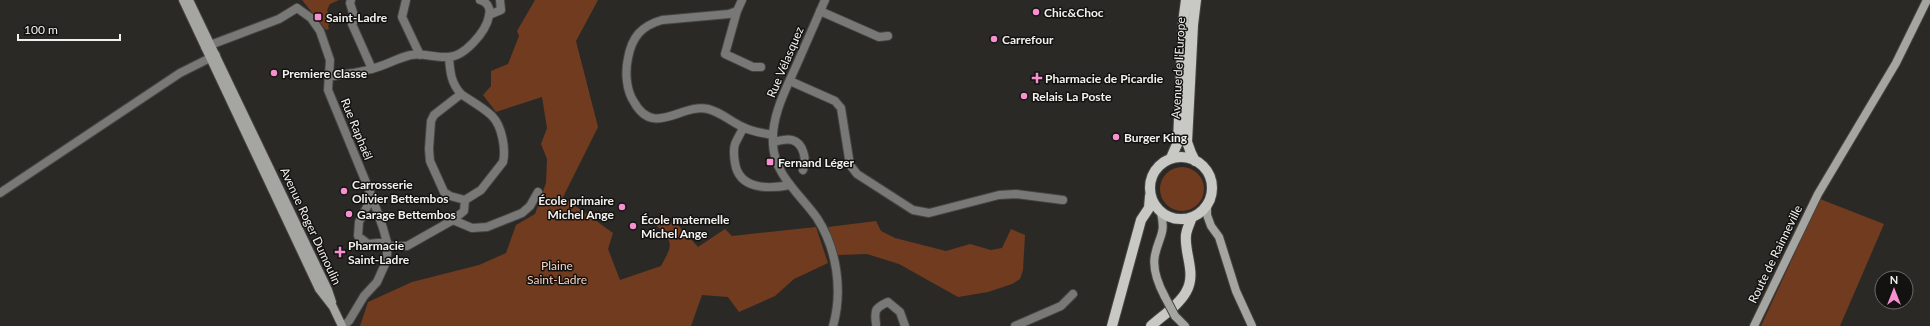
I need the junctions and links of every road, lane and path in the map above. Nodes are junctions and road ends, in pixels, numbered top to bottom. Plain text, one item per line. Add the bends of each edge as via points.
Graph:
1 (183, 0) edge
2 (189, 0) edge
3 (294, 0) edge
4 (351, 0) edge
5 (406, 0) edge
6 (500, 0) edge
7 (742, 0) edge
8 (825, 0) edge
9 (1186, 0) edge
10 (1196, 0) edge
11 (1926, 0) edge
12 (483, 1) edge
13 (297, 8) junction
14 (737, 11) junction
15 (820, 11) junction
16 (489, 16) junction
17 (888, 36) dead end
18 (208, 46) junction
19 (420, 54) junction
20 (213, 57) junction
21 (449, 58) junction
22 (761, 67) dead end
23 (372, 69) junction
24 (329, 77) junction
25 (790, 80) junction
26 (461, 94) junction
27 (743, 128) junction
28 (773, 138) junction
29 (1171, 158) junction
30 (1195, 160) junction
31 (803, 170) dead end
32 (790, 185) junction
33 (538, 192) dead end
34 (0, 193) edge
35 (1150, 196) junction
36 (372, 197) junction
37 (465, 200) junction
38 (1063, 200) dead end
39 (1207, 205) junction
40 (1161, 213) junction
41 (1192, 217) junction
42 (453, 220) junction
43 (388, 244) junction
44 (1073, 294) dead end
45 (876, 324) dead end
46 (342, 326) edge
47 (832, 326) edge
48 (905, 326) edge
49 (1015, 326) edge
50 (1112, 326) edge
51 (1151, 326) edge
52 (1185, 326) edge
53 (1252, 326) edge
54 (1754, 326) edge

1 - 18 main road, Avenue Roger Dumoulin
2 - 18 main road, Avenue Roger Dumoulin
3 - 13 street
4 - 23 street via 355,19 352,24
5 - 19 street via 402,17
6 - 16 street via 501,10
7 - 14 street
8 - 15 street, Rue Vélasquez
9 - 29 main road, Avenue de l'Europe via 1178,142
10 - 30 main road, Avenue de l'Europe via 1187,142 1190,154
11 - 54 main road, Route de Rainneville via 1896,63 1818,194
12 - 16 street via 490,11
13 - 18 street via 279,19
13 - 24 street, Rue Raphaël via 310,18 320,31 330,60
14 - 22 street via 725,54
14 - 27 street via 719,16 652,23 639,31 630,47 626,66 631,98 643,114 662,119 707,109
15 - 17 street via 879,37
15 - 25 street, Rue Vélasquez
16 - 21 street via 474,43 458,55
18 - 20 main road, Avenue Roger Dumoulin
19 - 21 street
19 - 23 street
20 - 34 street via 180,73
20 - 46 main road, Avenue Roger Dumoulin via 328,290
21 - 26 street via 453,86
23 - 24 street
24 - 36 street, Rue Raphaël via 328,90
25 - 28 street, Rue Vélasquez via 776,114
25 - 38 street via 835,101 841,108 850,165 857,174 913,210 929,213 999,195 1016,194
26 - 37 street via 434,115 431,121 429,149 430,161 444,192
26 - 37 street via 493,117 500,131 504,157 498,170 481,190
27 - 28 street
27 - 32 street via 735,145 734,155 738,174 746,182 758,187
28 - 31 street via 792,140 801,146 805,158
28 - 32 street, Rue Vélasquez via 778,166
29 - 30 main road
29 - 35 main road via 1160,164 1152,175
30 - 39 main road via 1204,168 1212,183
32 - 47 street, Rue Vélasquez via 817,219 829,241 836,269 838,293
33 - 42 street via 530,206 522,212 487,228 472,228
35 - 40 main road
35 - 50 main road via 1149,208 1141,220
36 - 43 street, Rue Raphaël
36 - 43 street via 359,222 358,236 368,244
37 - 42 street via 464,211
39 - 41 main road
39 - 53 main road via 1211,226 1219,237 1236,292
40 - 41 main road via 1173,218
40 - 52 main road, bridge via 1164,227 1154,266 1165,297
41 - 51 main road via 1186,236 1191,265 1190,284 1178,301
42 - 43 street via 407,246
43 - 46 street, Rue Raphaël via 386,262 377,282 364,296 349,321
44 - 49 street via 1061,306
45 - 48 street via 874,313 878,307 888,302 900,312

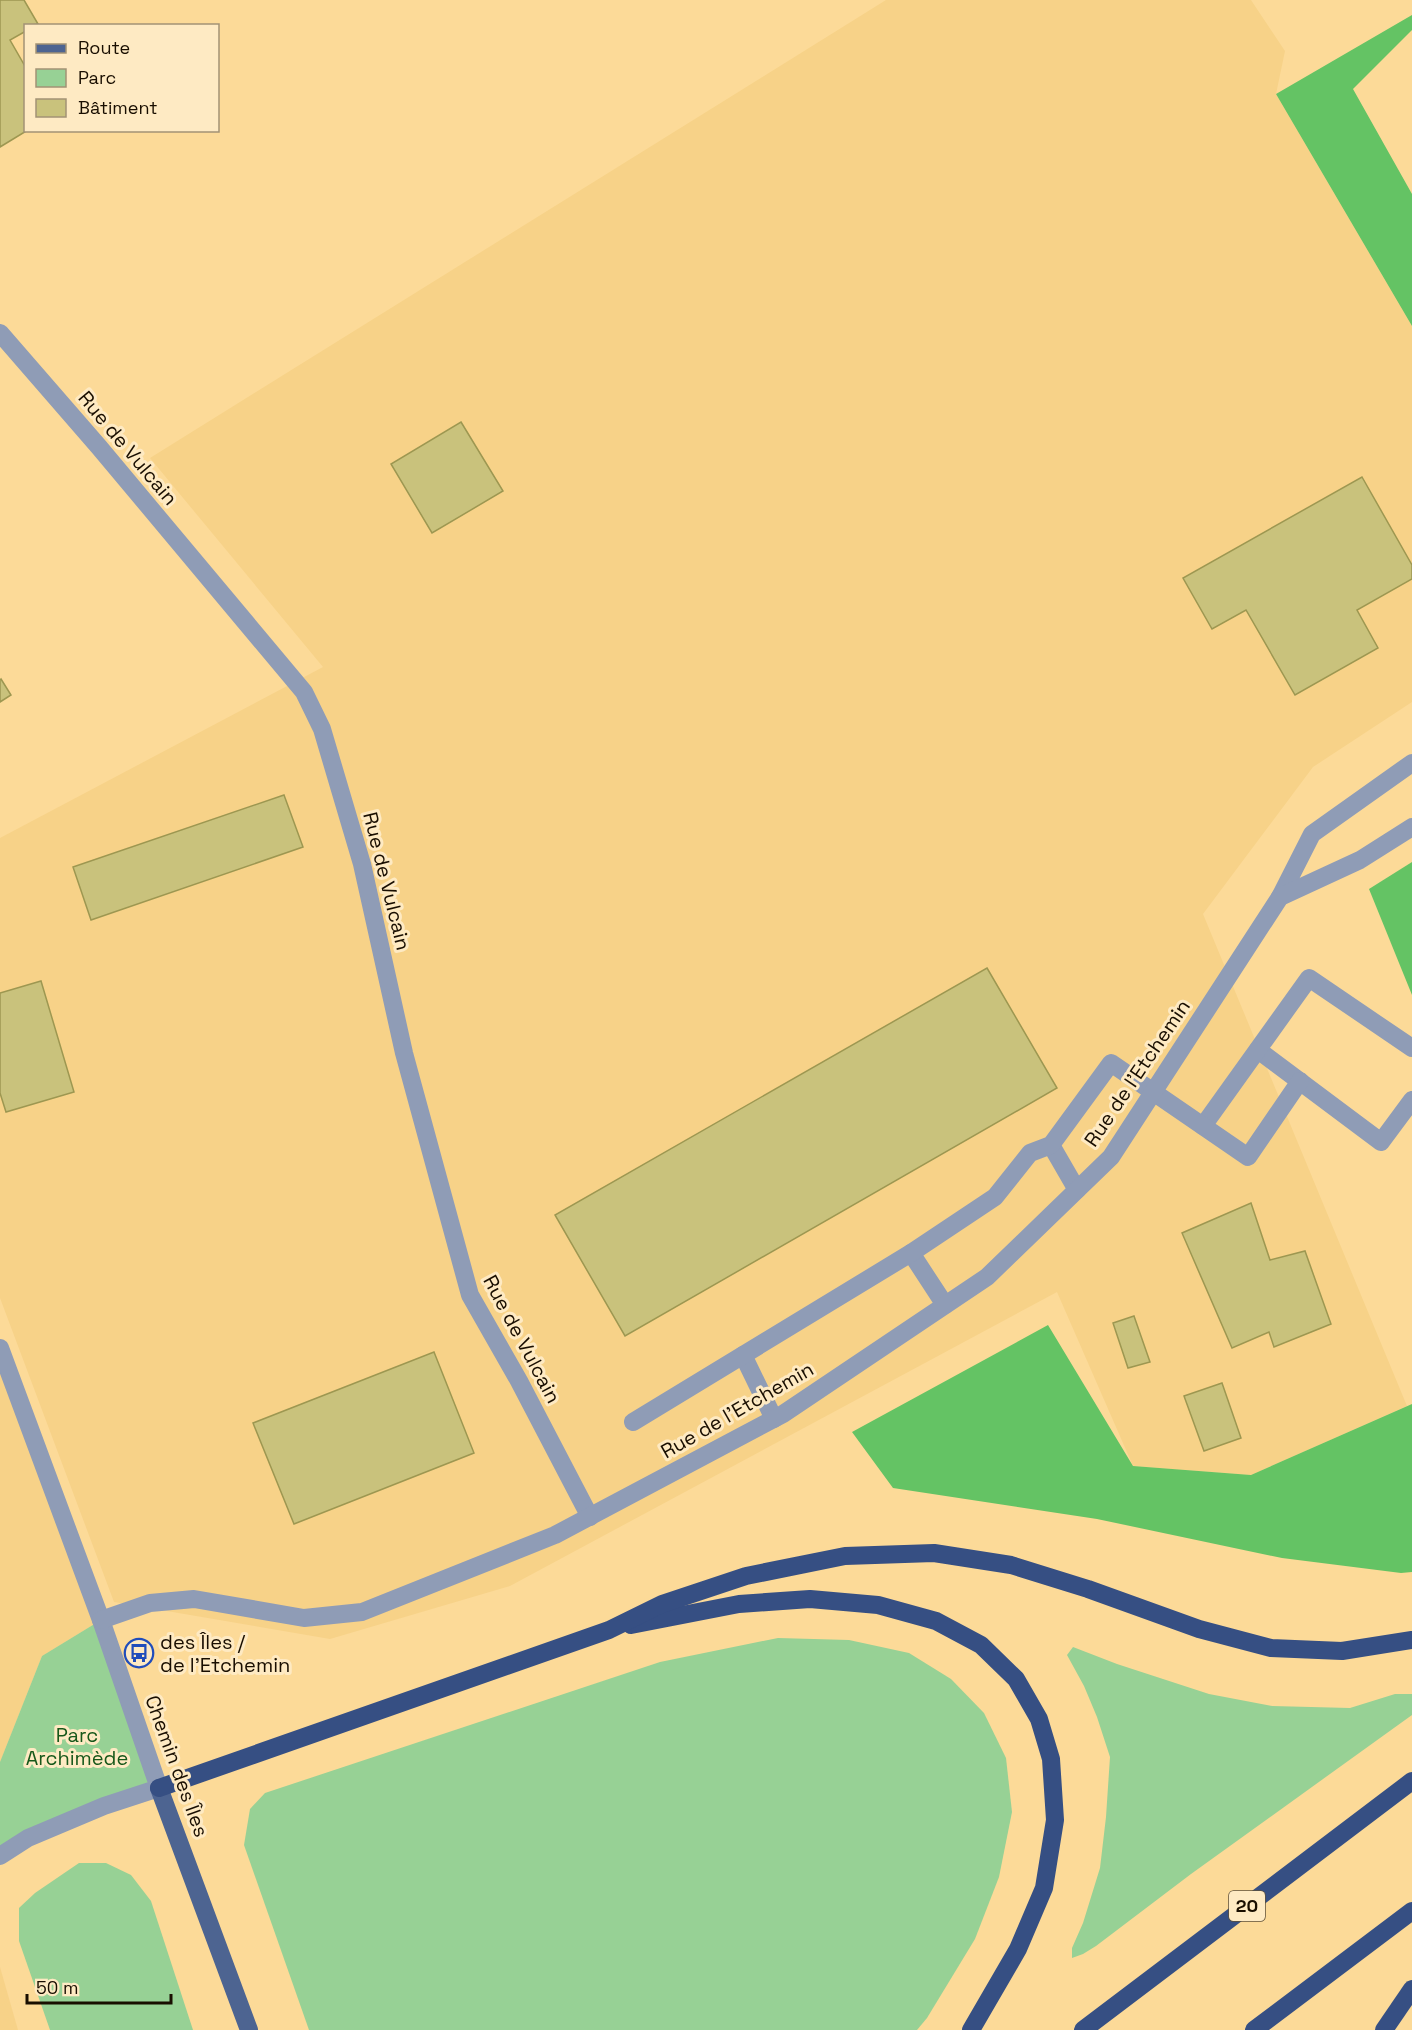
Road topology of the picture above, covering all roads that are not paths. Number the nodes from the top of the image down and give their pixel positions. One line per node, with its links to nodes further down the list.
1 (0, 333): 19 (street, Rue de Vulcain)
2 (1412, 763): 4 (street, Rue de l'Etchemin)
3 (1412, 827): 4 (street)
4 (1281, 897): 8 (street, Rue de l'Etchemin)
5 (1412, 1048): 6 (street)
6 (1258, 1050): 7 (street); 10 (street)
7 (1300, 1081): 9 (street); 10 (street)
8 (1154, 1092): 10 (street); 11 (street); 12 (street, Rue de l'Etchemin)
9 (1412, 1100)
10 (1203, 1126)
11 (1051, 1145): 12 (street); 13 (street)
12 (1077, 1190): 14 (street, Rue de l'Etchemin)
13 (911, 1253): 14 (street); 16 (street)
14 (945, 1305): 17 (street, Rue de l'Etchemin)
15 (0, 1348): 20 (street, Chemin des Îles)
16 (744, 1355): 17 (street); 18 (street)
17 (774, 1419): 19 (street, Rue de l'Etchemin)
18 (633, 1422)
19 (590, 1517): 20 (street, Rue de l'Etchemin)
20 (101, 1620): 24 (street, Chemin des Îles)
21 (609, 1630): 22 (highway); 24 (highway); 29 (highway)
22 (1412, 1640)
23 (1412, 1781): 30 (highway, 20)
24 (159, 1788): 25 (street); 28 (main road, Chemin des Îles)
25 (0, 1856)
26 (1412, 1911): 31 (highway)
27 (1412, 1989): 32 (highway)
28 (249, 2030)
29 (971, 2030)
30 (1083, 2030)
31 (1254, 2030)
32 (1384, 2030)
• • •
Work to complete:
Working from the entries above, return all lines that contain "Roger".

Output:
1 - 18 main road, Avenue Roger Dumoulin
2 - 18 main road, Avenue Roger Dumoulin
18 - 20 main road, Avenue Roger Dumoulin
20 - 46 main road, Avenue Roger Dumoulin via 328,290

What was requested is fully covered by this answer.